**What the exercise asks:** Please go through the records below and return every line holding the word "JOUKAHAISENKATU".

**Information shown:**
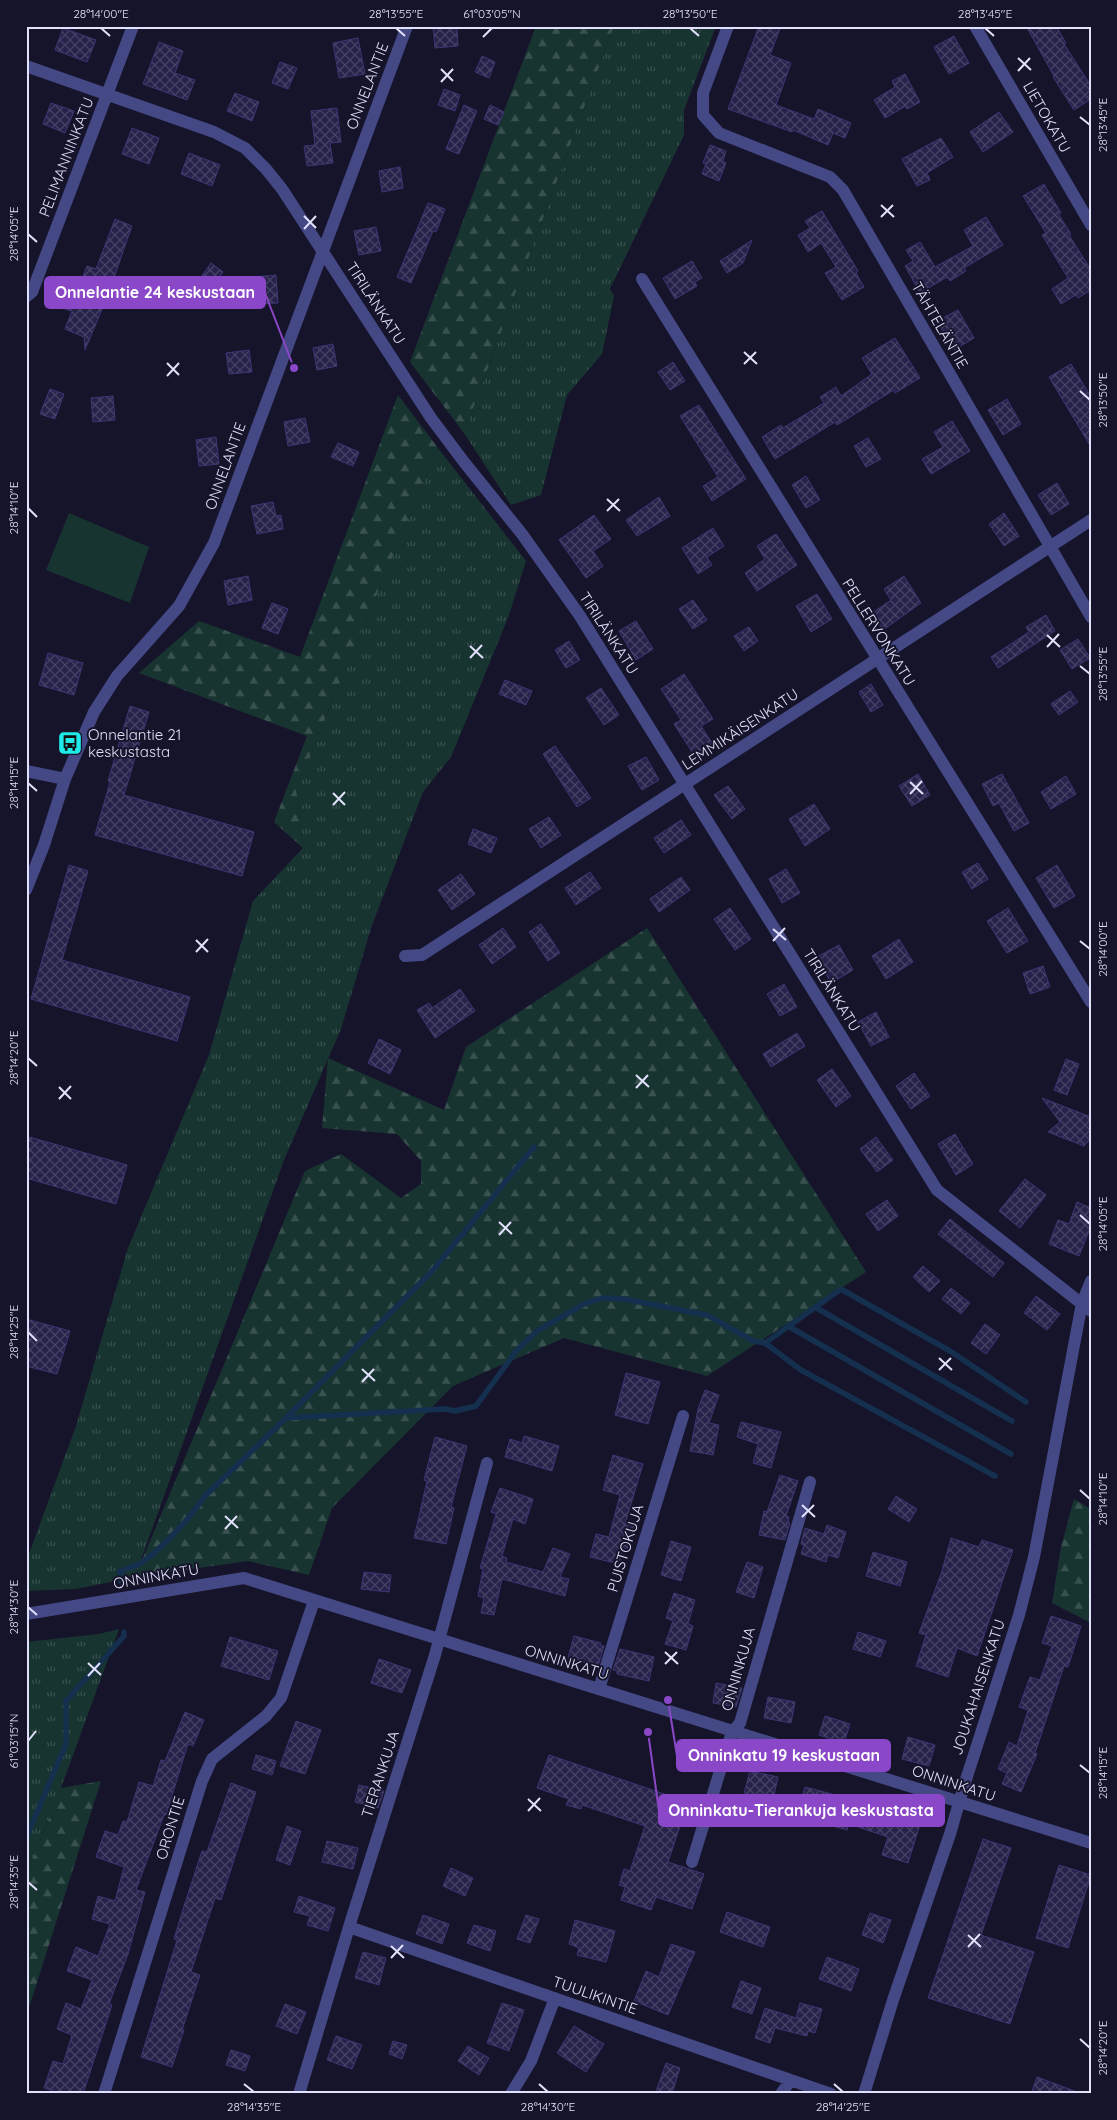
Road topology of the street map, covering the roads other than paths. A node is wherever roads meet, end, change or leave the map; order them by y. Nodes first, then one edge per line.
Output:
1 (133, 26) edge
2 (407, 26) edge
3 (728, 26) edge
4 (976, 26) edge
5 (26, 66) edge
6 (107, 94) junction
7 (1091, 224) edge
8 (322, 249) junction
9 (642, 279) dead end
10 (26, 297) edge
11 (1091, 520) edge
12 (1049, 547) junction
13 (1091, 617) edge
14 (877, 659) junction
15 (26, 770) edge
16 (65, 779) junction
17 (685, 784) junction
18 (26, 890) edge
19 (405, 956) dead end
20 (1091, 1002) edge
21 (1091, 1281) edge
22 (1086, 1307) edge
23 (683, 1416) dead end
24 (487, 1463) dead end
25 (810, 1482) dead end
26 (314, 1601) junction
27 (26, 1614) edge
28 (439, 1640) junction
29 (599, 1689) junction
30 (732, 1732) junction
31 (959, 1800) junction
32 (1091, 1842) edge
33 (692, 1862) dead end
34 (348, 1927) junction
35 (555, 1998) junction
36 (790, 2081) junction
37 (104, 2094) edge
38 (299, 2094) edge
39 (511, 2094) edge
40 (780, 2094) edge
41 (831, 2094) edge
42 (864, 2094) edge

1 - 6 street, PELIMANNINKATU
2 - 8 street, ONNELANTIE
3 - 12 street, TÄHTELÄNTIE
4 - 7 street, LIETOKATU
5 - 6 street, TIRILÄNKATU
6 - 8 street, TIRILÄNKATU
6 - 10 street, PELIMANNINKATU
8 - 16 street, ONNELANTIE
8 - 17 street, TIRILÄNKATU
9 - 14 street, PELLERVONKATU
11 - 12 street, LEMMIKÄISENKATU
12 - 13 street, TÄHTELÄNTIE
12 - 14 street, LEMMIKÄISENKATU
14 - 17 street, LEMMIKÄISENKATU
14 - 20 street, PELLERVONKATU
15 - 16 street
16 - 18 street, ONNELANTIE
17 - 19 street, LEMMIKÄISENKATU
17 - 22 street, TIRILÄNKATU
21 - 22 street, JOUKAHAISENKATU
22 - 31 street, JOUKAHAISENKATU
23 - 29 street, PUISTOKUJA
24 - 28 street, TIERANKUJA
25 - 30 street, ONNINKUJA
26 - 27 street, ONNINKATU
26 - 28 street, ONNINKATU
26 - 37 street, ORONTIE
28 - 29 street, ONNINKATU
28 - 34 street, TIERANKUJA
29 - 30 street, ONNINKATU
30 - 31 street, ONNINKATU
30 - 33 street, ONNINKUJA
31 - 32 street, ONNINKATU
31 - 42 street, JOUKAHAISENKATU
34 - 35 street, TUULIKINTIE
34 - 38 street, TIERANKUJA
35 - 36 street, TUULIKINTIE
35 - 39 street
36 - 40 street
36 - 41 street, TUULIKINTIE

**Answer to this task:**
21 - 22 street, JOUKAHAISENKATU
22 - 31 street, JOUKAHAISENKATU
31 - 42 street, JOUKAHAISENKATU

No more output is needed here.